А я гляжу - одеялкой кто-то накрыт на постели.
 - А кто это лежит-то? -  и хочу отвернуть одеялку.
- Иди,иди, нечего тут!..
  Удавили они его!"

Минх Николай Алексеевич (1399-1985) – литератор.
Воспоминания впервые опубликованы в лит.-худож. журн. «Поэзия». 1997, №1. С. 35, 36, 38-39, 49-50; 1999, №1(2). С. 21-22, 25, 26; 1998, №2(3) С. 28, 29-30, по тексту которого и печатаются в наст. изд. с сокращениями.
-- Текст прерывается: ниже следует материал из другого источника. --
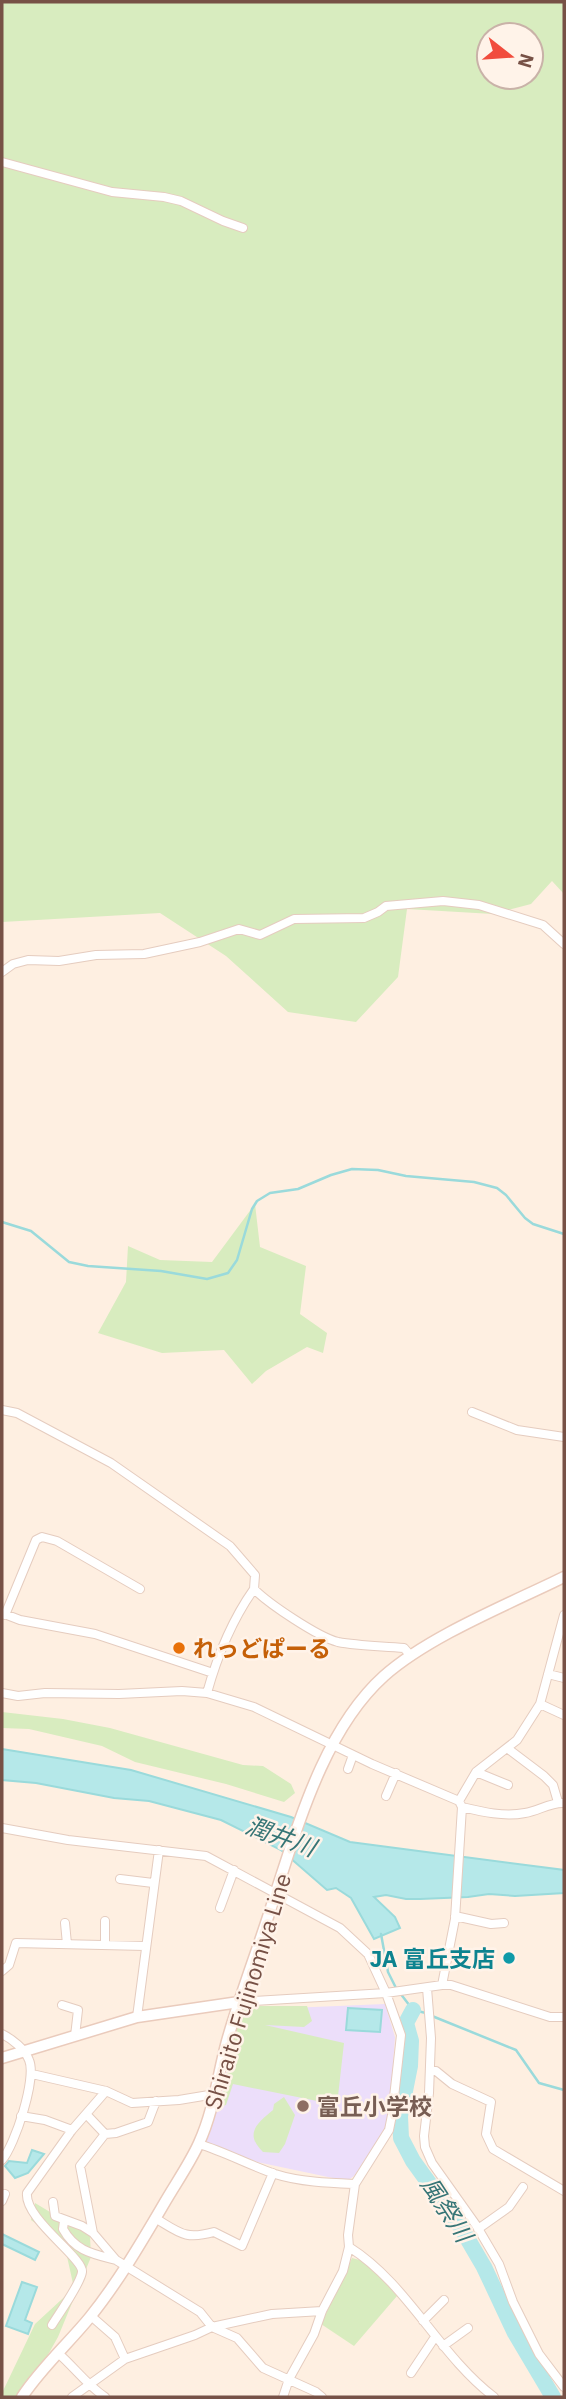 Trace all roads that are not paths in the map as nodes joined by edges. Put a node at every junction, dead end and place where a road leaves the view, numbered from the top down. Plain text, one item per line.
1 (2, 162) edge
2 (243, 228) dead end
3 (564, 944) edge
4 (2, 972) edge
5 (2, 1410) edge
6 (472, 1412) dead end
7 (564, 1437) edge
8 (564, 1577) edge
9 (140, 1589) dead end
10 (254, 1589) junction
11 (3, 1614) edge
12 (564, 1615) edge
13 (411, 1656) junction
14 (213, 1673) junction
15 (548, 1674) junction
16 (564, 1678) edge
17 (2, 1693) edge
18 (207, 1693) junction
19 (540, 1703) junction
20 (564, 1715) edge
21 (332, 1745) junction
22 (506, 1748) junction
23 (353, 1755) junction
24 (348, 1769) dead end
25 (476, 1772) junction
26 (396, 1773) junction
27 (508, 1785) dead end
28 (386, 1796) dead end
29 (561, 1803) edge
30 (461, 1804) junction
31 (2, 1828) edge
32 (159, 1850) junction
33 (234, 1870) junction
34 (120, 1879) dead end
35 (153, 1883) junction
36 (277, 1890) junction
37 (220, 1908) dead end
38 (455, 1916) junction
39 (105, 1921) dead end
40 (65, 1923) dead end
41 (504, 1923) dead end
42 (66, 1944) junction
43 (105, 1945) junction
44 (145, 1946) junction
45 (2, 1971) edge
46 (442, 1985) junction
47 (427, 1988) junction
48 (386, 1993) junction
49 (239, 2002) junction
50 (62, 2005) dead end
51 (137, 2017) junction
52 (564, 2017) edge
53 (2, 2034) edge
54 (75, 2036) junction
55 (23, 2051) junction
56 (2, 2058) edge
57 (430, 2071) junction
58 (32, 2074) junction
59 (106, 2091) junction
60 (215, 2094) junction
61 (156, 2101) junction
62 (87, 2115) junction
63 (21, 2116) junction
64 (72, 2130) junction
65 (106, 2134) junction
66 (199, 2144) junction
67 (2, 2160) edge
68 (273, 2173) junction
69 (355, 2184) junction
70 (523, 2187) dead end
71 (564, 2191) edge
72 (53, 2202) dead end
73 (155, 2218) junction
74 (64, 2221) junction
75 (478, 2229) junction
76 (93, 2233) junction
77 (349, 2247) junction
78 (116, 2260) junction
79 (128, 2266) junction
80 (444, 2300) dead end
81 (322, 2311) junction
82 (91, 2316) junction
83 (423, 2321) junction
84 (52, 2325) dead end
85 (212, 2327) junction
86 (468, 2328) dead end
87 (435, 2337) junction
88 (443, 2346) junction
89 (58, 2353) junction
90 (125, 2359) junction
91 (411, 2373) dead end
92 (289, 2379) junction
93 (87, 2385) junction
94 (564, 2387) edge
95 (22, 2397) edge
96 (72, 2397) edge
97 (105, 2397) edge
98 (283, 2397) edge
99 (322, 2397) edge
100 (494, 2397) edge

1 - 2 street
3 - 4 street
5 - 10 street
6 - 7 street
8 - 13 main road, Shiraito Fujinomiya Line
9 - 11 street
10 - 13 street
10 - 14 street
11 - 14 street
12 - 15 street
13 - 21 main road, Shiraito Fujinomiya Line
14 - 18 street
15 - 16 street
15 - 19 street
17 - 18 street
18 - 21 street
19 - 20 street
19 - 22 street
21 - 23 street
21 - 36 main road, Shiraito Fujinomiya Line
22 - 25 street
22 - 29 street
23 - 24 street
23 - 26 street
25 - 27 street
25 - 30 street
26 - 28 street
26 - 30 street
29 - 30 street
30 - 38 street
31 - 32 street
32 - 33 street
32 - 35 street
33 - 36 street
33 - 37 street
34 - 35 street
35 - 44 street
36 - 48 street
36 - 49 main road, Shiraito Fujinomiya Line
38 - 41 street
38 - 46 street
39 - 43 street
40 - 42 street
42 - 43 street
42 - 45 street
43 - 44 street
44 - 51 street
46 - 47 street
46 - 52 street
47 - 48 street
47 - 57 street
48 - 49 street
48 - 69 street
49 - 51 main road
49 - 60 main road, Shiraito Fujinomiya Line
50 - 54 street
51 - 54 main road
53 - 55 street
54 - 55 main road
55 - 56 main road
55 - 58 street
57 - 71 street
57 - 75 street
58 - 59 street
58 - 63 street
59 - 61 street
59 - 62 street
60 - 61 street
60 - 66 main road, Shiraito Fujinomiya Line
61 - 65 street
62 - 64 street
62 - 65 street
63 - 64 street
63 - 67 street
64 - 84 street
65 - 76 street
66 - 68 street
66 - 73 main road, Shiraito Fujinomiya Line
68 - 69 street
68 - 73 street
69 - 77 street
70 - 75 street
72 - 74 street
73 - 79 main road, Shiraito Fujinomiya Line
74 - 76 street
74 - 78 street
75 - 94 street
76 - 78 street
77 - 81 street
77 - 83 street
78 - 79 street
79 - 82 main road, Shiraito Fujinomiya Line
79 - 85 street
80 - 83 street
81 - 85 street
81 - 92 street
82 - 89 main road, Shiraito Fujinomiya Line
82 - 90 street
83 - 87 street
85 - 90 street
85 - 92 street
86 - 88 street
87 - 88 street
87 - 91 street
88 - 100 street
89 - 93 street
89 - 95 main road, Shiraito Fujinomiya Line
90 - 93 street
92 - 98 street
92 - 99 street
93 - 96 street
93 - 97 street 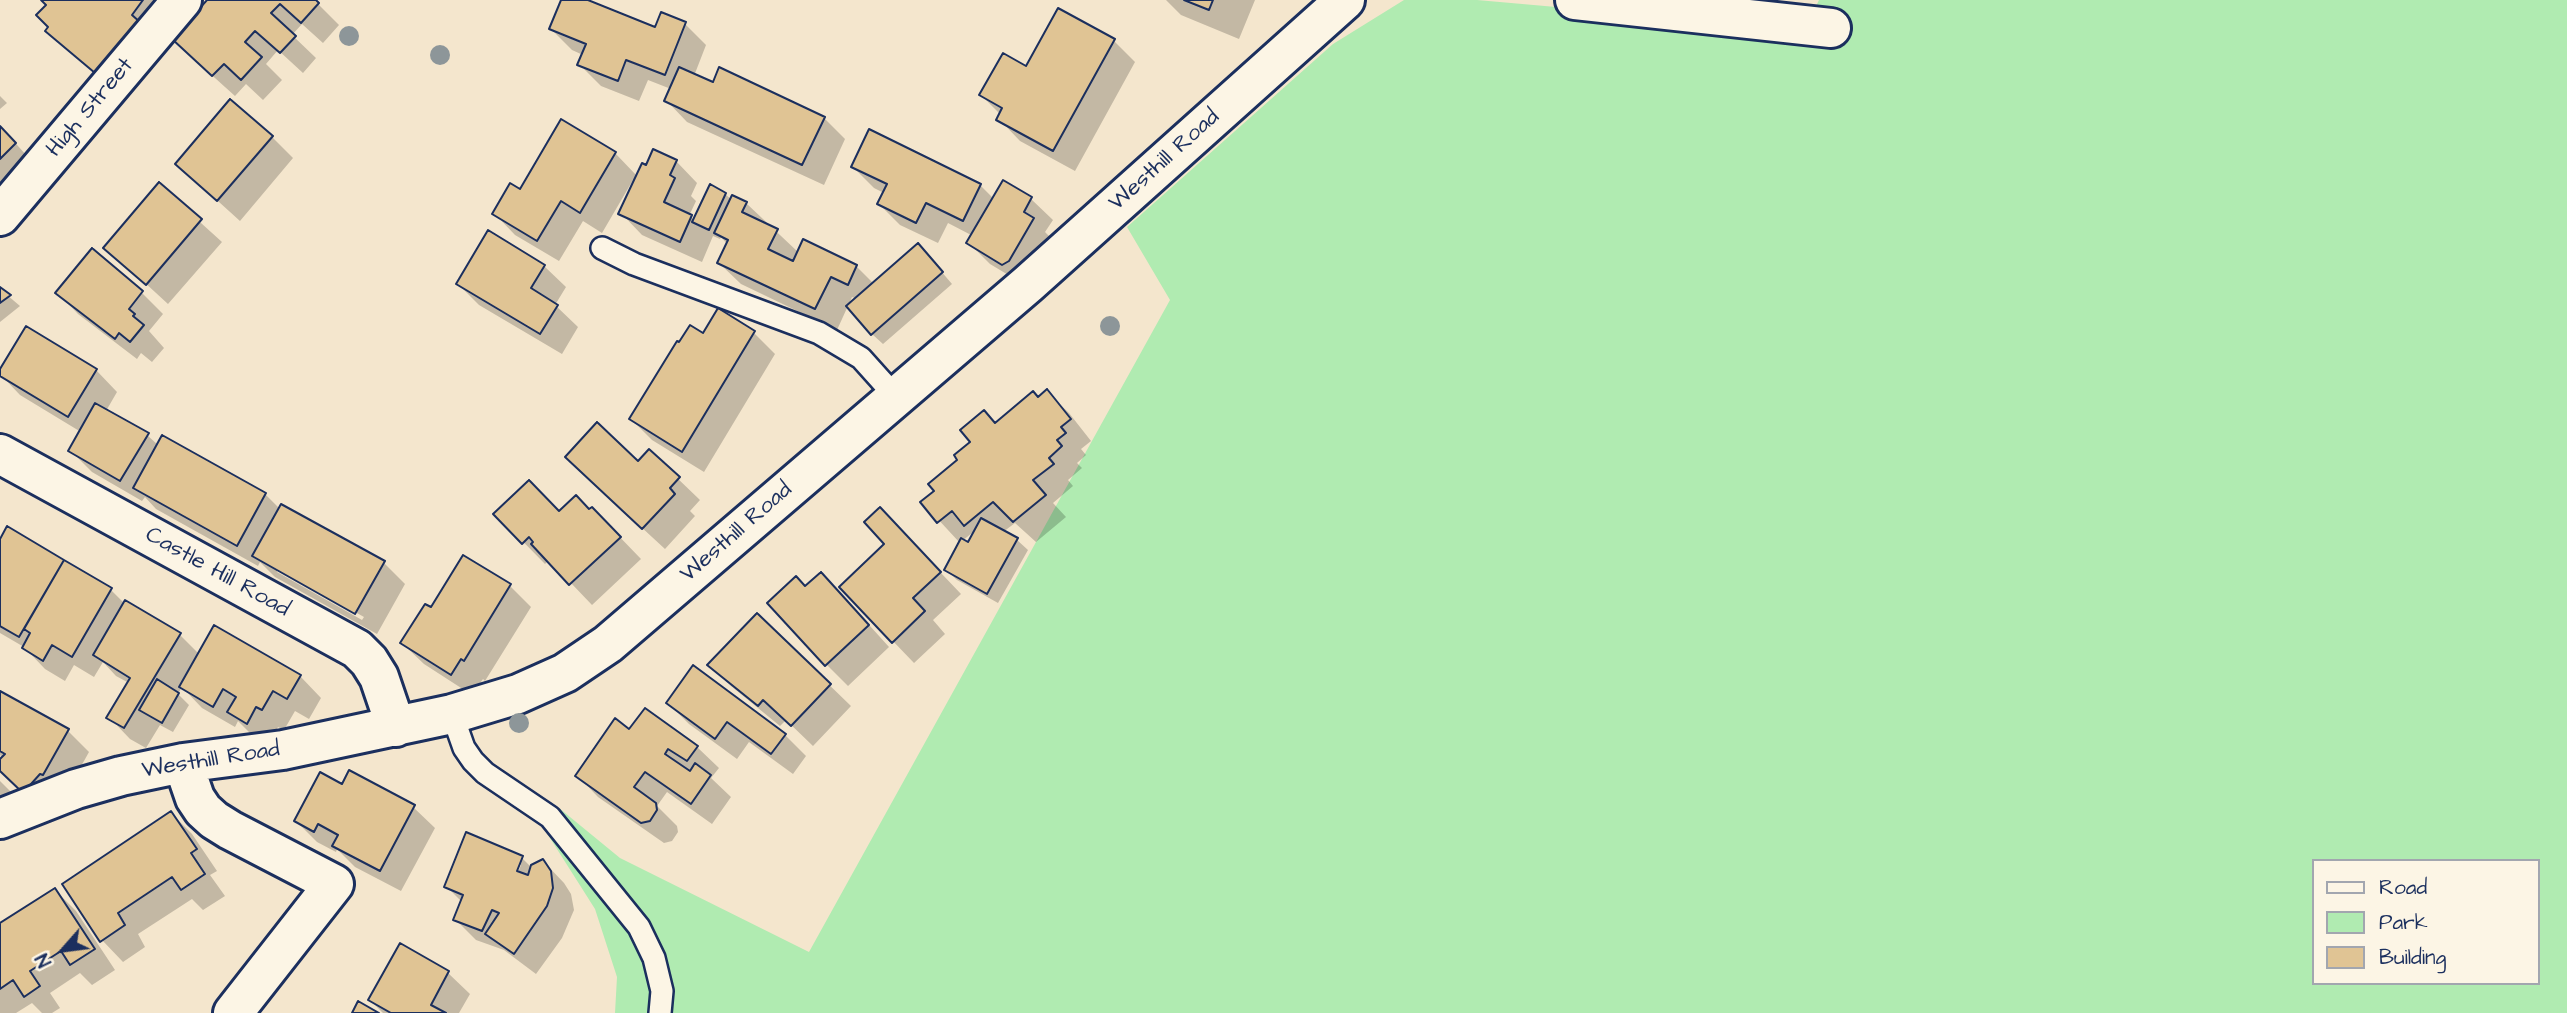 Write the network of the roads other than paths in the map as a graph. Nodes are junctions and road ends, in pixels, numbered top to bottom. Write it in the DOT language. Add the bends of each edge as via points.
graph roads {
  1 [pos="182,0"];
  2 [pos="1345,0"];
  3 [pos="1576,0"];
  4 [pos="1831,27"];
  5 [pos="0,216"];
  6 [pos="602,248"];
  7 [pos="896,397"];
  8 [pos="0,454"];
  9 [pos="452,714"];
  10 [pos="396,727"];
  11 [pos="183,763"];
  12 [pos="0,819"];
  13 [pos="233,1013"];
  14 [pos="660,1013"];
  1 -- 5 [label="street, High Street"];
  2 -- 7 [label="street, Westhill Road"];
  3 -- 4 [label="street"];
  6 -- 7 [label="lane" via="819,333 861,358"];
  7 -- 9 [label="street, Westhill Road" via="587,659 518,694"];
  8 -- 10 [label="street, Castle Hill Road" via="357,649 379,677"];
  9 -- 10 [label="street, Westhill Road"];
  9 -- 14 [label="lane" via="473,761 550,817 639,927 662,990"];
  10 -- 11 [label="street, Westhill Road" via="283,750"];
  11 -- 12 [label="street, Westhill Road" via="76,789"];
  11 -- 13 [label="street" via="195,798 214,820 334,884"];
}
    Минх И. Из воспоминаний о поэте Николае Клюеве
       // Поэзия. №1. – М., 1997

Заговорив о Есенине, он искренне сокрушался и жалел его.

– Судьба-то какая-то страшная у Сереженьки! Господь таким талантом наградил его! Что бы мог он создать! А что получилось?! Всё друзья-приятели, вино да блудницы. Скольких они погубили! Не обошли и его. Да и дружки, кому он стоял поперек, постарались!.. Последнее время он и на человека-то не стал походить. Трезвым я ею и не помню. Стал даже избегать встреч с ним. А он иной раз отыщет меня и пойдет поносить такой бранью, что и вспоминать страшно. А потом, иной раз, бывало, точно опомнится, упадет на колени, плачет, по полу ползает, норовит ноги целовать и всё просит: «Коленька! Спаси! Спаси!»... А чего спасать? Когда вижу, что одна шкура извивается. Сердца-то в нем нет уж. Один дьявол... Вечером, накануне его смерти, меня точно кто толкнул к нему. Пошел я к нему в гостиницу. В «Англетер» этот. Гляжу, в номере дружки его сидят. На столе коньяки, закуски. На полу хлеб, салфетки валяются. Кого-то, видать, мутило. В свином хлеву чище! Ох, думаю, зря пришел! Дружки его увидали меня и, как жеребцы, заржали: «Кутя пришел! Кутя!» Я их спрашиваю: «Сереженька-то где?» А они толкать меня в дверь зачали. «Иди, – говорят, – старик! Иди! Он ушел и придет не скоро. Баба увела».

А на кровати смотрю, вроде человек лежит. Одеялом с головой укрыт. Храпит вроде. Я хотел было глянуть, кто это, да они меня не допустили. Взашей выгнали... А на утро слышу: Сереженька повесился!.. [5]

Я вон написал «Грустит под шарманку славы» [6]. Да, думаю, она, правда, слава-то его, шарманочная вышла. Если бы не вино, не эти друзья-собутыльники, а старание да воздержание от вина, дружков-приятелей да блудниц, разве такая была бы о нем слава?! У меня о нем почесть, нечеть не осталось. Да и было-то мало. Книжечка стихов его, первая. И переплетена в рубашку, в какой он в Москву пришел. Вот и всё... Не сужу его. Бог с ним. Может, и сам виноват, что мало старания приложил и не удерживал... Да разве удержишь?.. «От юности моея, мнози борят мя страсти». <...>

Затем он заговорил о себе. Сказал, что тяготится жизнью в Ленинграде и мечтает о переезде в Москву.